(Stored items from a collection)
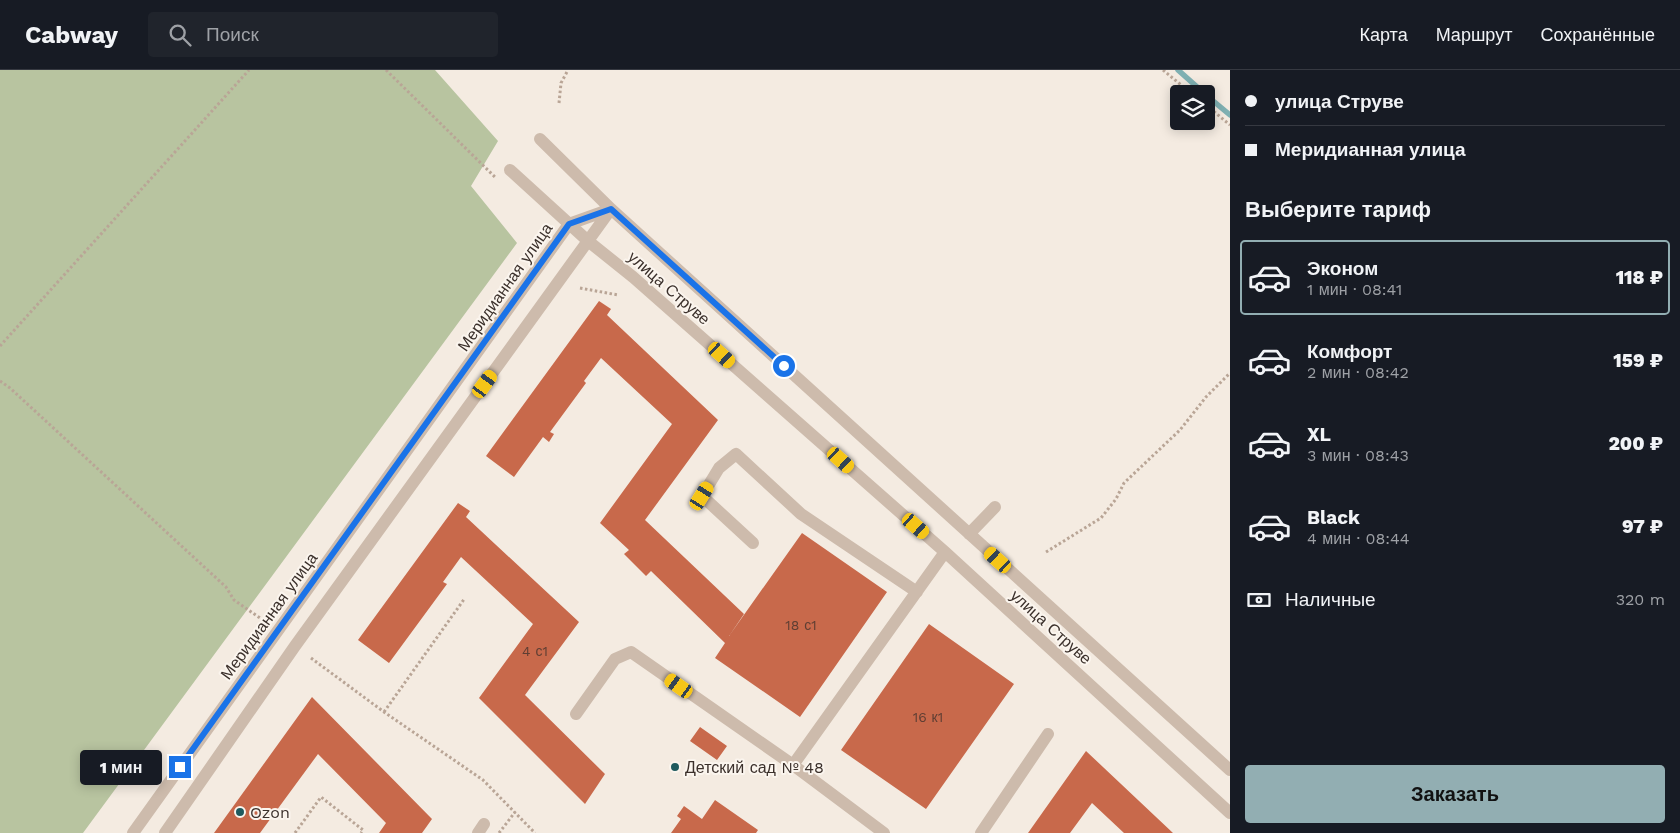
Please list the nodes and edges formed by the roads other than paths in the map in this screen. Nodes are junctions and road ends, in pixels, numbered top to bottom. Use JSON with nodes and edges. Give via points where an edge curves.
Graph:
{"nodes":[{"id":1,"x":540,"y":139,"type":"dead end"},
{"id":2,"x":510,"y":170,"type":"dead end"},
{"id":3,"x":611,"y":209,"type":"junction"},
{"id":4,"x":569,"y":224,"type":"junction"},
{"id":5,"x":588,"y":241,"type":"junction"},
{"id":6,"x":995,"y":506,"type":"dead end"},
{"id":7,"x":970,"y":534,"type":"junction"},
{"id":8,"x":753,"y":543,"type":"dead end"},
{"id":9,"x":945,"y":552,"type":"junction"},
{"id":10,"x":917,"y":592,"type":"junction"},
{"id":11,"x":576,"y":714,"type":"dead end"},
{"id":12,"x":1048,"y":734,"type":"dead end"},
{"id":13,"x":793,"y":765,"type":"junction"},
{"id":14,"x":1230,"y":770,"type":"edge"},
{"id":15,"x":1230,"y":813,"type":"edge"},
{"id":16,"x":133,"y":833,"type":"edge"},
{"id":17,"x":165,"y":833,"type":"edge"},
{"id":18,"x":884,"y":833,"type":"edge"},
{"id":19,"x":980,"y":833,"type":"edge"}],
"edges":[{"from":1,"to":3,"type":"street","name":"улица Струве"},
{"from":2,"to":4,"type":"street","name":"улица Струве"},
{"from":3,"to":4,"type":"street","name":"Меридианная улица"},
{"from":3,"to":5,"type":"street"},
{"from":3,"to":7,"type":"street","name":"улица Струве"},
{"from":4,"to":5,"type":"street","name":"улица Струве"},
{"from":4,"to":16,"type":"street","name":"Меридианная улица"},
{"from":5,"to":9,"type":"street","name":"улица Струве","via":[[641,283]]},
{"from":5,"to":17,"type":"street","via":[[295,646]]},
{"from":6,"to":7,"type":"street"},
{"from":7,"to":14,"type":"street","name":"улица Струве"},
{"from":8,"to":10,"type":"street","via":[[702,496],[719,468],[736,454],[801,514]]},
{"from":9,"to":10,"type":"street"},
{"from":9,"to":15,"type":"street","name":"улица Струве"},
{"from":10,"to":13,"type":"street"},
{"from":11,"to":13,"type":"street","via":[[615,659],[631,652]]},
{"from":12,"to":19,"type":"street"},
{"from":13,"to":18,"type":"street"}]}
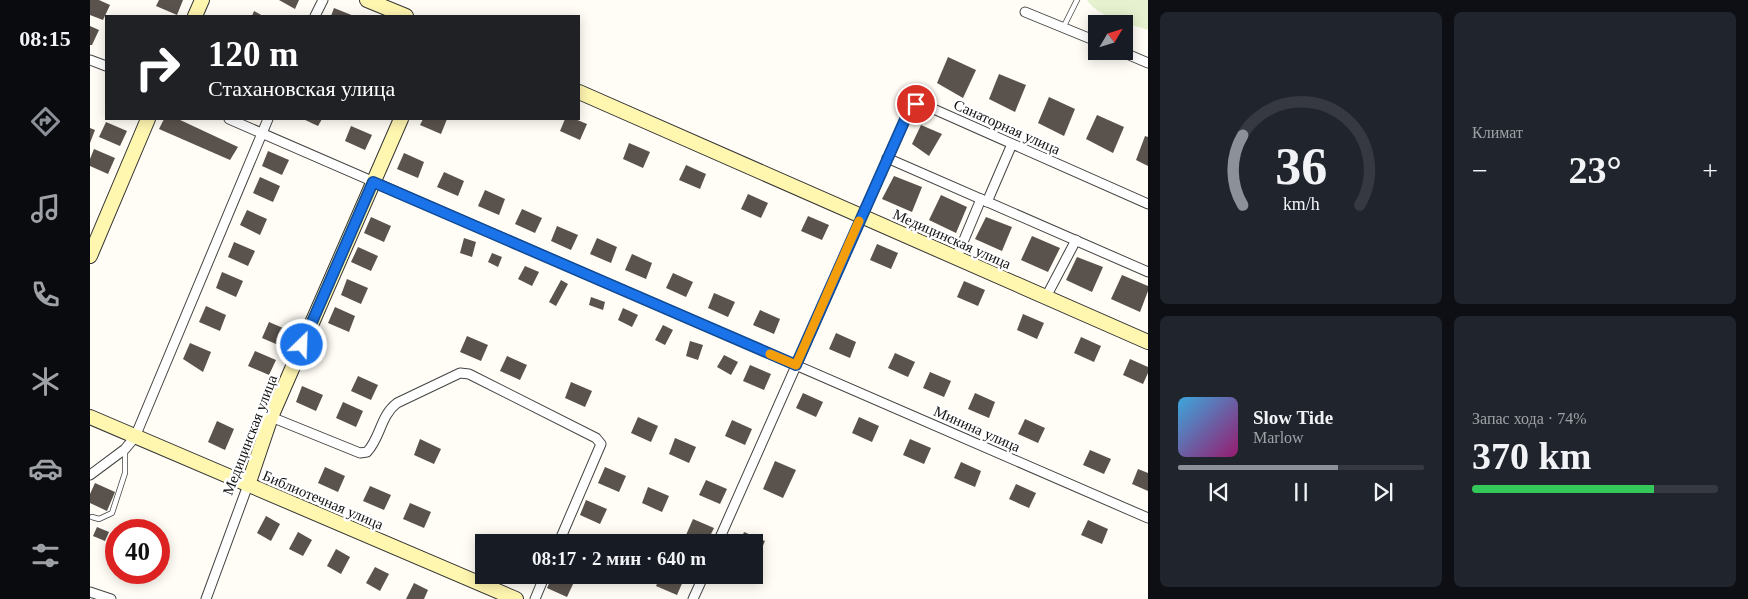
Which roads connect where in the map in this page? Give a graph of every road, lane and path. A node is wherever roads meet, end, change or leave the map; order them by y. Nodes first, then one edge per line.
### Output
1 (202, 0) edge
2 (323, 0) edge
3 (367, 0) edge
4 (1077, 0) edge
5 (387, 4) edge
6 (1026, 12) dead end
7 (195, 15) edge
8 (316, 15) edge
9 (404, 15) edge
10 (1063, 28) junction
11 (1088, 38) edge
12 (1133, 57) edge
13 (90, 60) edge
14 (1148, 63) edge
15 (105, 66) edge
16 (580, 92) edge
17 (148, 120) edge
18 (231, 120) edge
19 (268, 120) edge
20 (401, 120) edge
21 (261, 133) junction
22 (1012, 144) junction
23 (887, 158) junction
24 (373, 182) junction
25 (984, 200) junction
26 (1148, 204) edge
27 (861, 217) junction
28 (1076, 240) junction
29 (90, 256) edge
30 (956, 259) junction
31 (1148, 272) edge
32 (1046, 297) junction
33 (1148, 342) edge
34 (796, 365) junction
35 (90, 417) edge
36 (271, 417) junction
37 (136, 438) junction
38 (125, 449) junction
39 (90, 475) edge
40 (248, 485) junction
41 (92, 517) dead end
42 (1148, 518) edge
43 (562, 534) edge
44 (722, 534) edge
45 (541, 584) edge
46 (700, 584) edge
47 (91, 595) edge
48 (111, 599) edge
49 (206, 599) edge
50 (516, 599) edge
51 (535, 599) edge
52 (693, 599) edge

1 - 7 street
2 - 8 street
3 - 5 street
4 - 10 lane
5 - 9 street
6 - 10 street
10 - 11 street
12 - 14 street
13 - 15 street
16 - 27 street, Медицинская улица
17 - 29 street
18 - 21 street, Минина улица
19 - 21 street
20 - 24 street, Медицинская улица
21 - 24 street, Минина улица
21 - 37 street
22 - 23 street, Санаторная улица
22 - 25 street
22 - 26 street, Санаторная улица
23 - 25 street
23 - 27 street, Санаторная улица
24 - 34 street, Минина улица
24 - 36 street, Медицинская улица
25 - 28 street
25 - 30 street
27 - 30 street, Медицинская улица
27 - 34 street
28 - 31 street
28 - 32 street
30 - 32 street, Медицинская улица
32 - 33 street, Медицинская улица
34 - 42 street, Минина улица
34 - 44 street
35 - 37 street, Библиотечная улица
36 - 40 street, Медицинская улица
36 - 43 street
37 - 38 street
37 - 40 street, Библиотечная улица
38 - 39 street
38 - 41 lane
40 - 49 street, Медицинская улица
40 - 50 street, Библиотечная улица
45 - 51 street
46 - 52 street
47 - 48 street

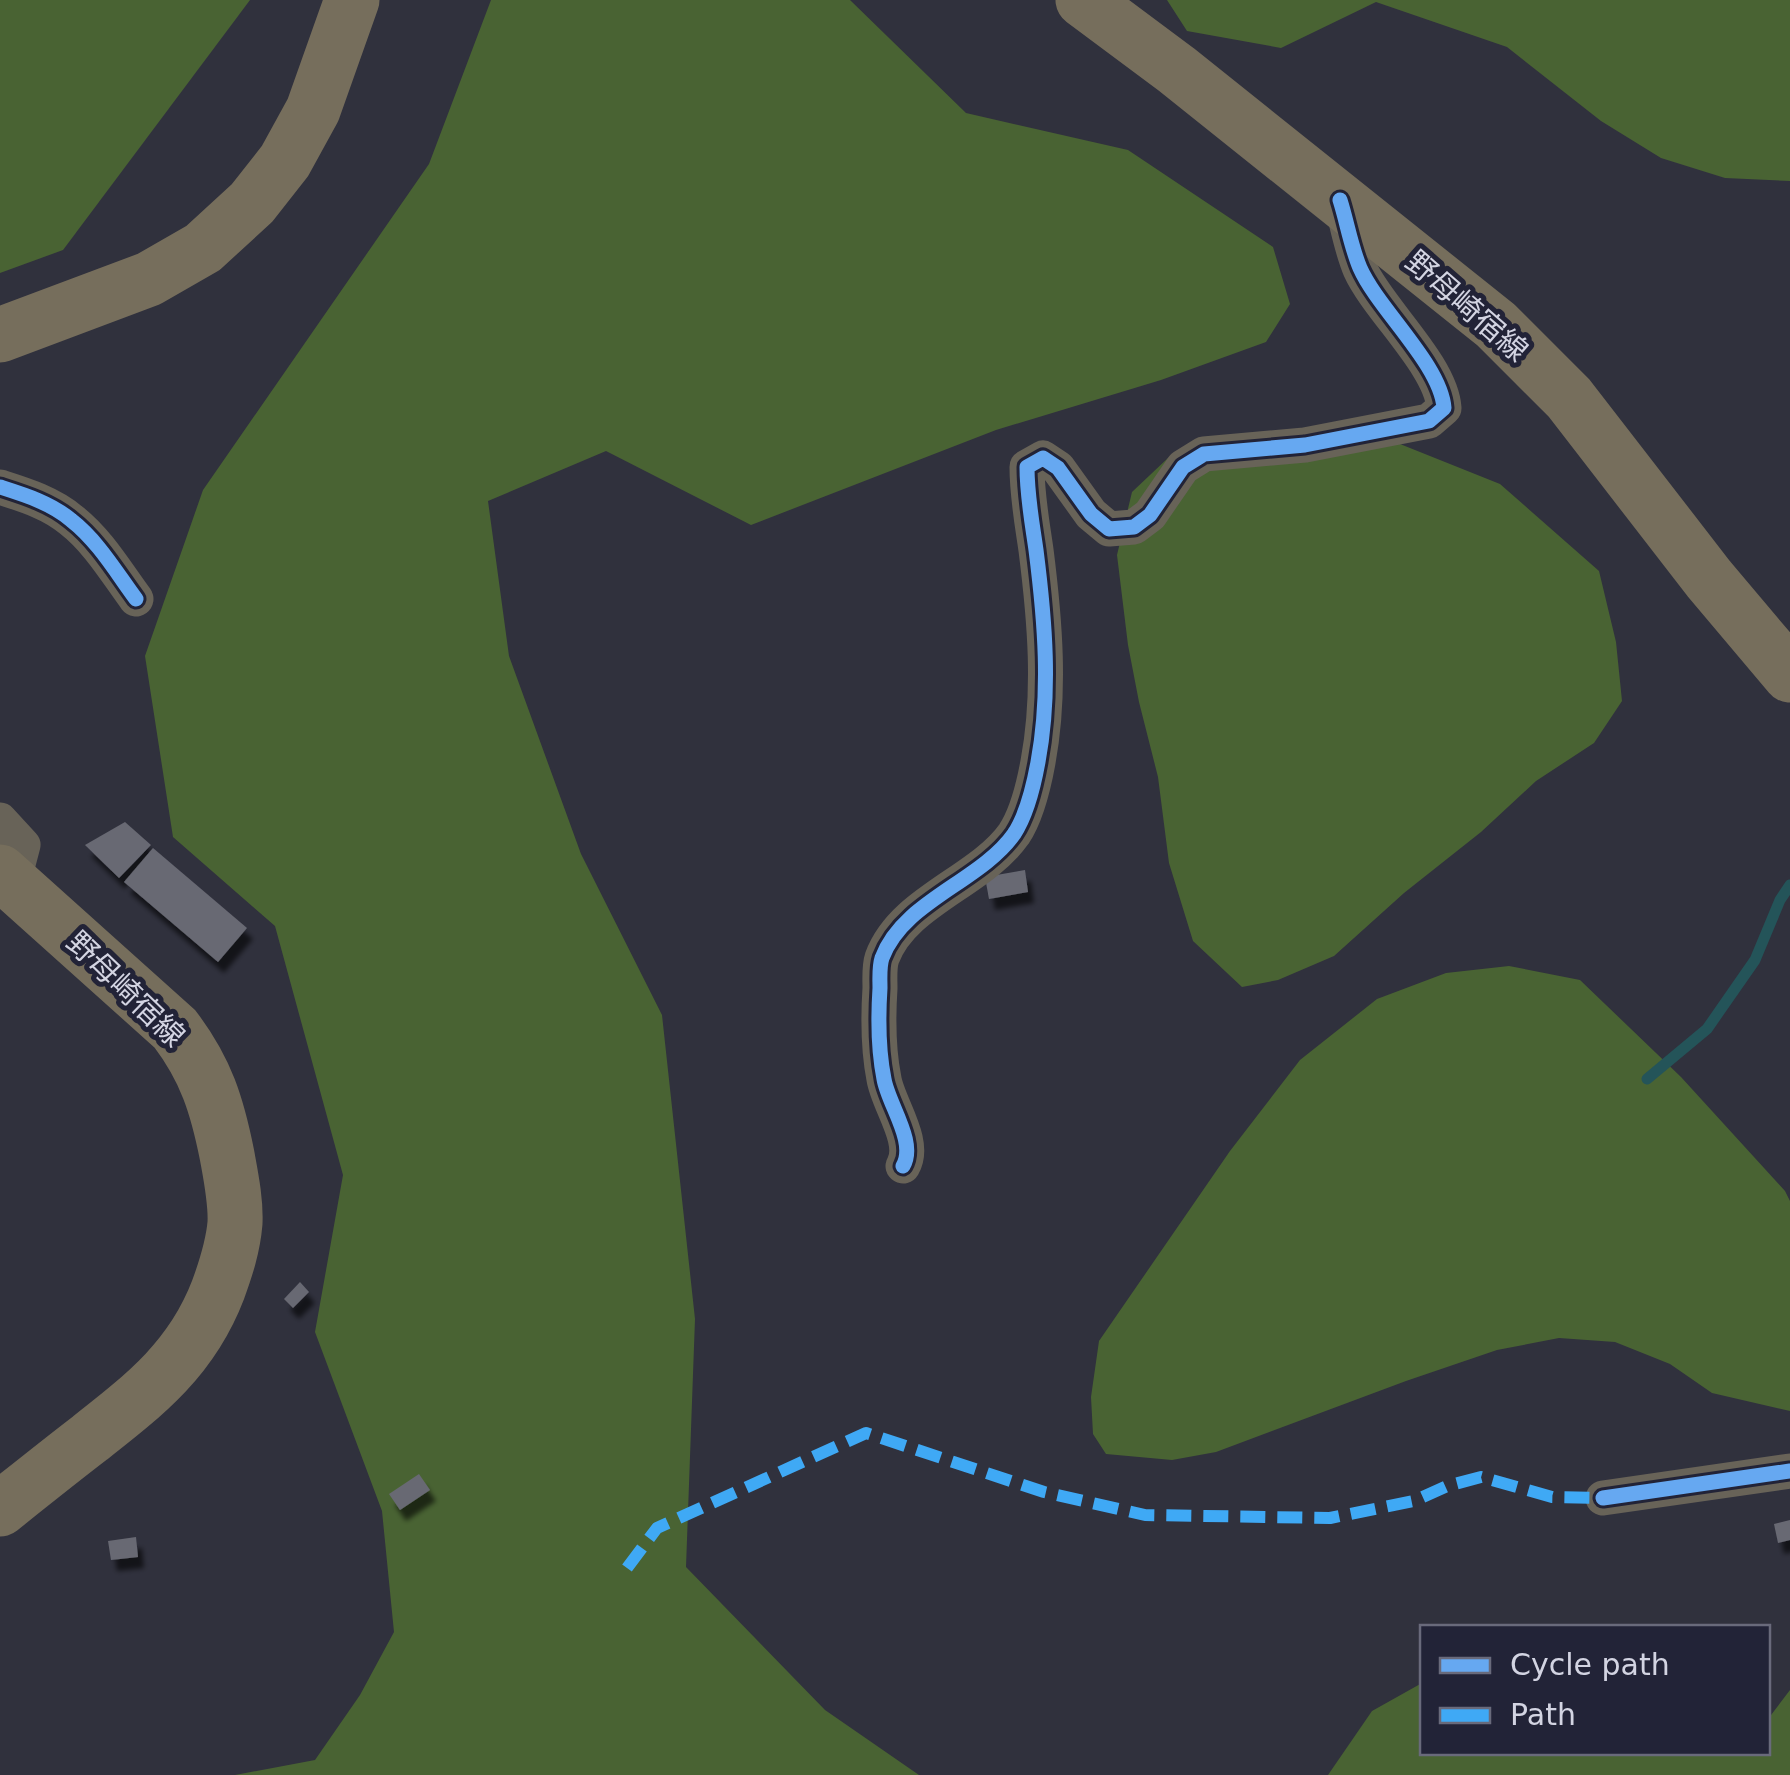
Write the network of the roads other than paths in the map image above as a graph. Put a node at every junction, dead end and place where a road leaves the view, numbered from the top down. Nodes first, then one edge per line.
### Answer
1 (352, 0) edge
2 (1084, 0) edge
3 (1340, 200) junction
4 (0, 336) edge
5 (0, 488) edge
6 (136, 599) dead end
7 (1790, 675) edge
8 (0, 820) edge
9 (7, 878) edge
10 (904, 1166) dead end
11 (1790, 1471) edge
12 (1603, 1498) dead end
13 (0, 1509) edge

1 - 4 main road
2 - 3 main road, 野母崎宿線
3 - 7 main road, 野母崎宿線
3 - 10 street
5 - 6 street
8 - 9 street
9 - 13 main road, 野母崎宿線
11 - 12 street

### [TASK ITEM]
Copy every line where the word "lane" is present in the entries above.

### [SOLUTION TO THIS TASK]
Which roads connect where in the map in this page? Give a graph of every road, lane and path. A node is wherever roads meet, end, change or leave the map; order them by y. Nodes first, then one edge per line.
4 - 10 lane
38 - 41 lane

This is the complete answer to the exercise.